Several weeks ago, the father was filmed by The Messages Project OK, a nonprofit program of Redeeming the Family headed by Cheri Fuller. The program seeks to mitigate the damage in the lives of children of incarcerated parents.

According to the Justice Department, the link between academic failure and delinquency, violence and crime is welded to reading failure. Minus parental support, intervention, literacy and prevention programs, children of incarcerated parents go to prison at a 5-6 times higher rate than their peers.

Fuller, a mother, author and a former teacher, said the generational cycle of incarceration defeats any chance of these young people to develop their full potential, contribute to society or lead productive lives.

A child’s reading skills are improved because reading with a parent, even via video, has a positive impact on literacy, Fuller said. Assured they are loved, sadness, depression, anxiety and anger are reduced, and interest in reading increases, Fuller said.

“When children experience less depression, anxiety and turmoil, their trauma decreases so they can focus on learning, and their positive outcomes improve,” Fuller said.

The Messages Project OK, based on a national award-winning model, is supported by more than 30 volunteers. Fuller schedules dates for teams to visit about 7-8 prisons between early October and early December.

On the day of the visit, 6-9 team members set up a table with books for all ages of kids and teens. Inmates receive guidelines on how to make a positive message and how to read a book interactively on camera. They go in one of two rooms where 50-65 messages are filmed in a day. Their messages and books are sent to their children.

In 2.5 years, more than 2,700 children have received DVDs and books from the Messages Project OK, Fuller said.

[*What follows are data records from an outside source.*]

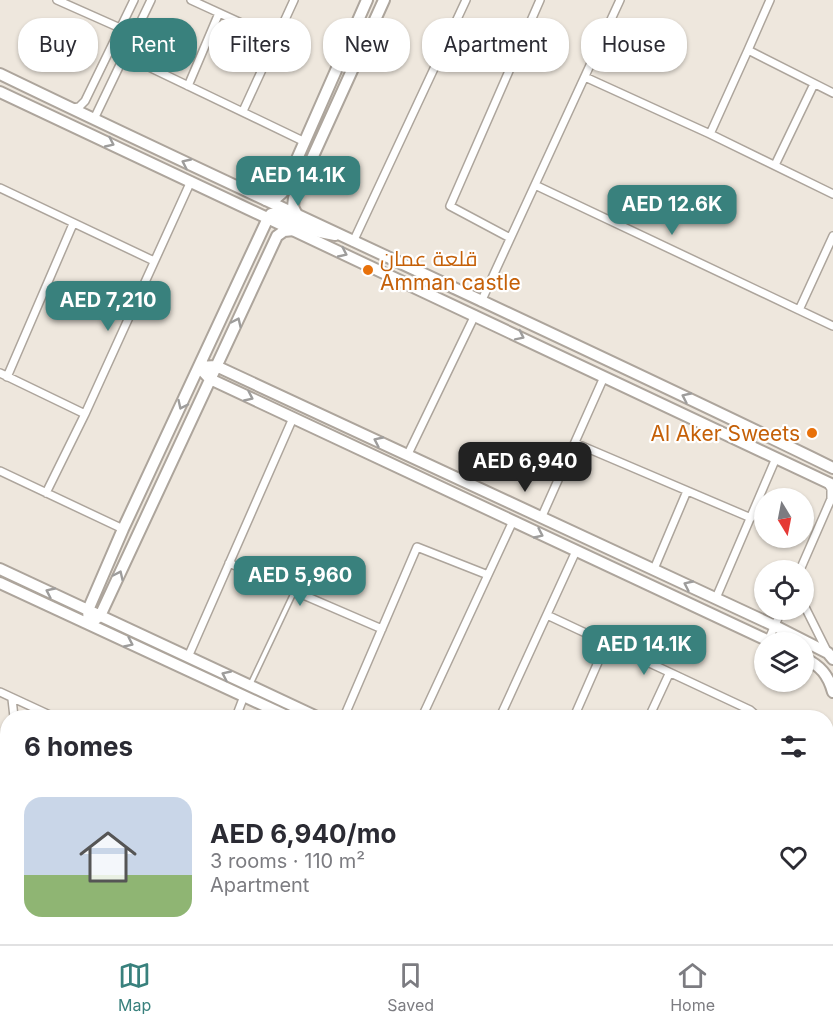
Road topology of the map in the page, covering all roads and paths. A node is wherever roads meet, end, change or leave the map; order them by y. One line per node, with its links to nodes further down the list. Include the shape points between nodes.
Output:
1 (57, 0): 17 (street)
2 (134, 0): 13 (street)
3 (151, 0): 14 (street)
4 (190, 0): 12 (street)
5 (294, 0): 16 (street)
6 (384, 0): 37 (street)
7 (466, 0): 50 (street)
8 (540, 0): 49 (street, via 450,206)
9 (620, 0): 24 (street)
10 (770, 0): 19 (street)
11 (364, 1): 34 (street)
12 (219, 14): 15 (street); 26 (street)
13 (125, 18)
14 (142, 18)
15 (228, 18)
16 (286, 18)
17 (110, 24)
18 (110, 49): 30 (street, via 85,101 79,107)
19 (748, 50): 25 (street); 33 (street)
20 (116, 72): 32 (street)
21 (159, 72): 26 (street)
22 (261, 72): 31 (street)
23 (0, 74): 30 (street)
24 (585, 77): 33 (street); 39 (street)
25 (814, 84): 28 (street); 35 (street)
26 (188, 86): 31 (street)
27 (0, 92): 29 (street)
28 (833, 93)
29 (18, 100): 32 (street, via 44,106 83,125); 38 (street, one-way to 38)
30 (68, 107): 32 (street)
31 (243, 111): 34 (street)
32 (94, 119): 42 (street, one-way to 32)
33 (710, 134): 35 (street)
34 (305, 142): 36 (street)
35 (775, 165): 41 (street)
36 (292, 173): 37 (street); 42 (street, via 279,197)
37 (303, 179): 43 (street, via 293,202)
38 (191, 182): 44 (street); 51 (street)
39 (535, 185): 49 (street); 53 (street)
40 (0, 188): 45 (street)
41 (833, 194)
42 (266, 200): 43 (street)
43 (297, 215): 47 (street)
44 (268, 218): 46 (street); 47 (street, via 277,213 315,231); 57 (street)
45 (73, 224): 51 (street); 58 (street)
46 (294, 230): 54 (street, one-way to 54); 56 (street, one-way to 46, via 278,236)
47 (340, 236): 50 (street)
48 (833, 236): 53 (street)
49 (510, 238): 52 (street)
50 (353, 242): 52 (street)
51 (154, 261): 63 (street)
52 (481, 302): 62 (street, one-way to 52)
53 (799, 310): 55 (street)
54 (475, 315): 59 (street, one-way to 59); 66 (street)
55 (833, 326)
56 (216, 366): 57 (street); 60 (street); 66 (street, one-way to 56)
57 (199, 367): 60 (street); 78 (street, one-way to 78)
58 (4, 375): 63 (street)
59 (604, 377): 61 (street); 65 (street)
60 (210, 379): 64 (street, one-way to 64); 90 (street, one-way to 60)
61 (627, 387): 62 (street, via 656,394 700,415 707,414); 67 (street)
62 (705, 405): 68 (street)
63 (85, 414): 72 (street)
64 (293, 418): 77 (street); 81 (street)
65 (575, 443): 71 (street); 74 (street)
66 (408, 454): 74 (street)
67 (776, 458): 70 (street); 75 (street)
68 (833, 468)
69 (0, 471): 72 (street)
70 (829, 483): 76 (street, via 832,494)
71 (687, 491): 75 (street); 83 (street)
72 (46, 493): 78 (street)
73 (833, 508): 76 (street)
74 (542, 516): 83 (street)
75 (751, 518): 87 (street)
76 (824, 518): 80 (street)
77 (513, 521): 79 (street, one-way to 79); 84 (street)
78 (123, 529): 88 (street)
79 (576, 551): 89 (street); 97 (street)
80 (805, 560)
81 (229, 563): 86 (street); 100 (street)
82 (0, 569): 88 (street, one-way to 82)
83 (654, 569): 87 (street, one-way to 83)
84 (488, 574): 95 (street, via 417,547); 114 (street)
85 (0, 583): 93 (street)
86 (294, 591): 95 (street); 103 (lane)
87 (716, 598): 94 (street)
88 (88, 610): 90 (street); 93 (street)
89 (547, 615): 98 (street); 115 (street)
90 (100, 616): 93 (street); 100 (street)
91 (777, 620): 94 (street)
92 (812, 620): 99 (street)
93 (89, 624): 106 (street, one-way to 106)
94 (775, 626): 96 (street); 99 (street)
95 (382, 629): 113 (street)
96 (773, 632)
97 (754, 634)
98 (606, 644): 102 (street); 116 (street)
99 (831, 656)
100 (188, 657): 103 (street, one-way to 100)
101 (814, 663): 105 (street, via 829,678)
102 (669, 674): 117 (street); 118 (street)
103 (250, 686): 112 (street)
104 (0, 692): 107 (street)
105 (833, 692)
106 (244, 696): 110 (street); 111 (street)
107 (12, 699): 108 (street); 109 (street)
108 (13, 710)
109 (38, 710)
110 (239, 710)
111 (274, 710)
112 (302, 710)
113 (347, 710)
114 (425, 710)
115 (503, 710)
116 (577, 710)
117 (652, 710)
118 (750, 710)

Volunteers include videographer Sheron Davis who got to know Fuller, a fellow member of the First Presbyterian Church of Edmond.

“She shared about the heartbreak of the mothers there who had caused their children to be without their care,” Davis said. “Being a mom and a gandmom, I was touched by the devastation to the whole family.”

Davis said inmates express deep gratitude to The Messages Project OK for providing a way for them to be in touch with their children, which may include sending a book from them as a gift. Other impacts are more widely felt.

“Breaking the cycle of incarceration is crucial to our communities,” Davis said. “Innocent children need to be reassured they are loved and they are not the reason their parent got in trouble. It’s amazing the way this program heals little hearts and brings peace into their lives.”

Fuller said through her work with The Messages Project OK she has learned roughly half of students in one metro area school have a parent in prison. That percentage is as high as 75 percent in some other schools in the state.

Oklahoma Department of Corrections spokesman Jerry Massie said a number of similar organizations help incarcerated parents keep in touch with their children, who often aren’t able to visit for a variety of reasons.

“We certainly appreciate it,” Massie said.

Ambitions for the project include reaching more at-risk children by developing a Tulsa team to partner with other nonprofits and to expand into county jails, Fuller said.

The organization is grateful to the foundations and individuals who have supported the project, helping children of incarcerated parents receive the priceless gifts of videos and books from their moms and dads at Christmas, Mother’s Day and Father’s Day, Fuller said.